* Problem details *
Across the records, how many lines contain "path"? Answer with the number alone.

* Information provided *

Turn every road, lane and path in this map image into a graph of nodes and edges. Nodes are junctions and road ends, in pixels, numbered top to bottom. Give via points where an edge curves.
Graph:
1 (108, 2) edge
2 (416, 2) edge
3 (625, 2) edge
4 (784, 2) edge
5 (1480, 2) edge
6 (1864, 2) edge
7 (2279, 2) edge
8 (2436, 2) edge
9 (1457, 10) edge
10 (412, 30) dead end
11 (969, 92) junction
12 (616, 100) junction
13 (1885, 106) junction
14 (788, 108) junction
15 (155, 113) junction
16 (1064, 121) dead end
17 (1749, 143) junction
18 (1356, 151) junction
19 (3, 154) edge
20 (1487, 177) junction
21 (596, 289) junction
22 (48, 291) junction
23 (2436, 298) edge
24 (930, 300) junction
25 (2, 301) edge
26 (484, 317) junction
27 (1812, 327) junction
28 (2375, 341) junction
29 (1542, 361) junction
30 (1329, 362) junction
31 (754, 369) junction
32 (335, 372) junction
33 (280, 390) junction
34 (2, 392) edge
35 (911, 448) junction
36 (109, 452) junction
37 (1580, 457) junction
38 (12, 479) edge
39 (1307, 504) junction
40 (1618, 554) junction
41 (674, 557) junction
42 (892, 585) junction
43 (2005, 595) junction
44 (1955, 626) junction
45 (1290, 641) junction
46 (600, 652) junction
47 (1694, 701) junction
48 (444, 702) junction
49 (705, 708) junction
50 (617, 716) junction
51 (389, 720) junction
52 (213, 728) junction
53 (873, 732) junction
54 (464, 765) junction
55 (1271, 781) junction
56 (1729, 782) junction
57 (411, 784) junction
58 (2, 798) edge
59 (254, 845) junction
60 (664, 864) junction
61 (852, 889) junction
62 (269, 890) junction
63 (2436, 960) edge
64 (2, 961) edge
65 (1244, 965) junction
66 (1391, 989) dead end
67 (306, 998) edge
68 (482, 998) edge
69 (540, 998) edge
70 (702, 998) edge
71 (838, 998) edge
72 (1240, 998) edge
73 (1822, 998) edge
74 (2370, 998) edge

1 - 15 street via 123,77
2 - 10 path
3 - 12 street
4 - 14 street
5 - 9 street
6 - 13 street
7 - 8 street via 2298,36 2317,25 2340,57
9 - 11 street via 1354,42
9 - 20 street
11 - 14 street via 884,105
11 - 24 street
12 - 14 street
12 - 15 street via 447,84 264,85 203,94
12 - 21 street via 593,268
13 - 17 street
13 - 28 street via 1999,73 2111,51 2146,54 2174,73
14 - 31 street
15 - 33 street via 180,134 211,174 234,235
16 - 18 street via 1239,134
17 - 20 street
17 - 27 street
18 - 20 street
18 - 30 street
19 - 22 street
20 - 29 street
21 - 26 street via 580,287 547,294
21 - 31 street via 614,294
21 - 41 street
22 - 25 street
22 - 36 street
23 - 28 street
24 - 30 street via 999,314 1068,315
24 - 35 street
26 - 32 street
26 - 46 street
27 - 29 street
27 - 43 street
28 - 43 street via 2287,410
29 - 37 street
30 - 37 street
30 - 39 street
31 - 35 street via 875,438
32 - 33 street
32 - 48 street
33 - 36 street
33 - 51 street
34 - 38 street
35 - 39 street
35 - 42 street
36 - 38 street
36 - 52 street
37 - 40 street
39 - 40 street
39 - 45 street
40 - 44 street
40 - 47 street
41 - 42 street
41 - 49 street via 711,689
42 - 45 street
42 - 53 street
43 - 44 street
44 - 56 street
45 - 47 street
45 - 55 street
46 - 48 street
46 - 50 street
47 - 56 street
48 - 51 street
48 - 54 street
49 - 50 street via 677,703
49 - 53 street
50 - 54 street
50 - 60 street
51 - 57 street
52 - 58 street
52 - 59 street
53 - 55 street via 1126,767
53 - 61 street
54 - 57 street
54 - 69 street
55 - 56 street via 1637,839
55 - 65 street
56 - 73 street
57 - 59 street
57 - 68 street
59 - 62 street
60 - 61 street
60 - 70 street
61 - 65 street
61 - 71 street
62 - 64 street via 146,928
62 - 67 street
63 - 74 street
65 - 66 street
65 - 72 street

* Problem solution *
2